その隣にはモンセラ砦の司令官シルベリーがいた。
彼等の少し後ろに、ローバスタ砦司令官補佐のアラム=ソア=デ=ダーウィンズが控えている。
というよりも、司令官バインにへばり付いていると表現した方がよいであろう。
彼はダーウィンズ子爵家の三男で、ジーグフェルドがローバスタ砦を去ったことによって発生した人事異動で、この部署に着任したのであった。
そして早々に発生したこの内乱において、先のバーリントン伯爵城攻めの際、司令官バインに姿を眩まされるという甚だ不名誉な事態に遭遇した。
そのためか、以降何事においても側を離れようとしないのだ。
余程ショックだったのであろう。
気の毒な男である。
「お座りになりませんか?」
ラルヴァが三人に、目の前の切り株を勧める。
「では。お言葉に甘えて、失礼致しますよ」
腰の剣をベルトから外しながら、笑顔で司令官バインが腰を下ろす。
その横に司令官シルベリーが座り、司令官補佐ダーウィンズは司令官バインの後ろに立った。
ラルヴァが彼等を誘ったのには訳があった。
目当てはモンセラ砦司令官シルベリーである。
今回の戦で、コータデリア子爵やパーロット男爵が、ジーグフェルドに味方してくれるのは、ファンデール侯爵家と昔から親交があったからである。
現当主アーレスの言い分を信じてのことだ。
そしてローバスタ砦司令官バインとは、クリサンセマム国との戦や、訓練などで顔を合わせているので、どんな人物なのかは把握している。
しかし、いくら国王の直轄地とはいえ、王が変わるたびに当然仕える相手も違ってくるのだ。
言ってしまえば国王であれば、従うべき相手は誰でもよいのである。
彼は南西に歴史を持つシルベリー伯爵家の次男だ。
特にモンセラ砦は西南に位置しており、ファンデール侯爵や自分達とは殆ど面識がない。
唯一交流があるといえば、モンセラ砦にここ数年間勤務していたカレルである。
司令官シルベリーが、ジーグフェルドや自分たちと面会したのは、戴冠式後の任命式だけ。
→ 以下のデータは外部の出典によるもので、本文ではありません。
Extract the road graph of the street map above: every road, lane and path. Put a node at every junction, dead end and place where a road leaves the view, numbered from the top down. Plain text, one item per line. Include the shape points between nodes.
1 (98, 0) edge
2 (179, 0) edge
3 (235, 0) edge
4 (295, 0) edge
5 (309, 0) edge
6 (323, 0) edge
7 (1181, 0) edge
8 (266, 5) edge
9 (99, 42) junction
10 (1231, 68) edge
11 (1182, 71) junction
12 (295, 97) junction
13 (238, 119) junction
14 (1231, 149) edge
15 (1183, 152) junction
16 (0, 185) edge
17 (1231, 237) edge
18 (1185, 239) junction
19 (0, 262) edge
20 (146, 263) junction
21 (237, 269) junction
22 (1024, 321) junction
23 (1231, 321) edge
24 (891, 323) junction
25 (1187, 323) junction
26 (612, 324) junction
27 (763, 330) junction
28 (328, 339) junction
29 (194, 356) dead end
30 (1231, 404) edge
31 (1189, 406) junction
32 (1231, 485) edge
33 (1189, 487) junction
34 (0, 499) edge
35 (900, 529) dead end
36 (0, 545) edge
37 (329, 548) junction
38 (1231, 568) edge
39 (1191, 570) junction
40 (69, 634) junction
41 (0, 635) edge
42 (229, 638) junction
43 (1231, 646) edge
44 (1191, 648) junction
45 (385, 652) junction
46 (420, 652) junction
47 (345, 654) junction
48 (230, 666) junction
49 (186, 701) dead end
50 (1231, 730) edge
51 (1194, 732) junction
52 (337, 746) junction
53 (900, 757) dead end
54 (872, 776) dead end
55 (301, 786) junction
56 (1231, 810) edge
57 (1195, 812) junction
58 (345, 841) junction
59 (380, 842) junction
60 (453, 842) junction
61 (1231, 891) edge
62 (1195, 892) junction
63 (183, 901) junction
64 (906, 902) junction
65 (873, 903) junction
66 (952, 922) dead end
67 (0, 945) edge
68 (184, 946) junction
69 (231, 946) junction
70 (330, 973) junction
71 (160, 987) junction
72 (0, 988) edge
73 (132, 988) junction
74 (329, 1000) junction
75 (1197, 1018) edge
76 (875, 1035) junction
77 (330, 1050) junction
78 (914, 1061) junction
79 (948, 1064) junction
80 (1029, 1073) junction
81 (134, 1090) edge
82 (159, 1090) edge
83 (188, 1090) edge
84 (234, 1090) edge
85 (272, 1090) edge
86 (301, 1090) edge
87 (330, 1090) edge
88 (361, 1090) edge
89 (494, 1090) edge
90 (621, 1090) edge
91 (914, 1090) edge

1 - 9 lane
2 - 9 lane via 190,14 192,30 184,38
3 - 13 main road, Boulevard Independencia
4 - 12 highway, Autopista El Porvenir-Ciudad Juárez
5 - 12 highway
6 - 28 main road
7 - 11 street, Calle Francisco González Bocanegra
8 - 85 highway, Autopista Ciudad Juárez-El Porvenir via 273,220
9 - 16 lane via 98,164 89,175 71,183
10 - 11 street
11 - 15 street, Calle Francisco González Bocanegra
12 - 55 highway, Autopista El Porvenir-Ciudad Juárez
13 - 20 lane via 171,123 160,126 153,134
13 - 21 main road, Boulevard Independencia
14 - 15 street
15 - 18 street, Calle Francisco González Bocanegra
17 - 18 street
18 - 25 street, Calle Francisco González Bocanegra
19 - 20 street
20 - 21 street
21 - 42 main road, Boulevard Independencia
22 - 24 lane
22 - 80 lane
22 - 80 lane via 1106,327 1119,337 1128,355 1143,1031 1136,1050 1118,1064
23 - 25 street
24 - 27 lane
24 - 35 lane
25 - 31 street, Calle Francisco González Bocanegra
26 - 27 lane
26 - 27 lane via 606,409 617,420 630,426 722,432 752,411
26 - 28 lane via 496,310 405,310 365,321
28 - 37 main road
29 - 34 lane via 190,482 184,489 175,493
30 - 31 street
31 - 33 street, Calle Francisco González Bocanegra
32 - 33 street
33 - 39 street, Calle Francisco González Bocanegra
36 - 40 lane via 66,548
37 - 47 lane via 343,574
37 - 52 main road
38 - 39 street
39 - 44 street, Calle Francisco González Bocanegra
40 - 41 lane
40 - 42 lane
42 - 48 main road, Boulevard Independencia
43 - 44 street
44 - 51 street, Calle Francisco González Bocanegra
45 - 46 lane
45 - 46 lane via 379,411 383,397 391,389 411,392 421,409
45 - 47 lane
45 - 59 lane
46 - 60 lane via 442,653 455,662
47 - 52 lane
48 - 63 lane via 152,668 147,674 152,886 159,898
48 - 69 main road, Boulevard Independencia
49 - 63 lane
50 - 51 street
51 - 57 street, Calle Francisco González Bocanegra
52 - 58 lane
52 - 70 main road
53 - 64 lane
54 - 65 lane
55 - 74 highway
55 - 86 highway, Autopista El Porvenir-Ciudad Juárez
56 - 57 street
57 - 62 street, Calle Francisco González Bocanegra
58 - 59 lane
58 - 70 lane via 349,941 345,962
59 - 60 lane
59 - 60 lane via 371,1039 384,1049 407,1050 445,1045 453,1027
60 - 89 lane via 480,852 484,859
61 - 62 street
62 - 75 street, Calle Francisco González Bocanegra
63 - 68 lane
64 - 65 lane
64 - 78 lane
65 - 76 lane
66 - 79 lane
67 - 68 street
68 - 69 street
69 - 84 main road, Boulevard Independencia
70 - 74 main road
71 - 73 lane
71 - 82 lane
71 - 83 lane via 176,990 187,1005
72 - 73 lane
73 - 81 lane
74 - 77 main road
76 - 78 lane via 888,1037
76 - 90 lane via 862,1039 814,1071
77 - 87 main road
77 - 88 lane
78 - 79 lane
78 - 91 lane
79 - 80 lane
そんな砦の司令官が、ジーグフェルドに味方してくれる理由が知りたかった。
今までなかなかその機会を得られなかったので、丁度よいと思ったのである。
「貴殿が、ランフォード公爵ではなく、ジーグフェルド陛下に味方なさる理由を、お聞かせ頂けますかな?」
早々に切り出したラルヴァの質問に対し、司令官シルベリーから返ってきた返事は驚くべきものであった。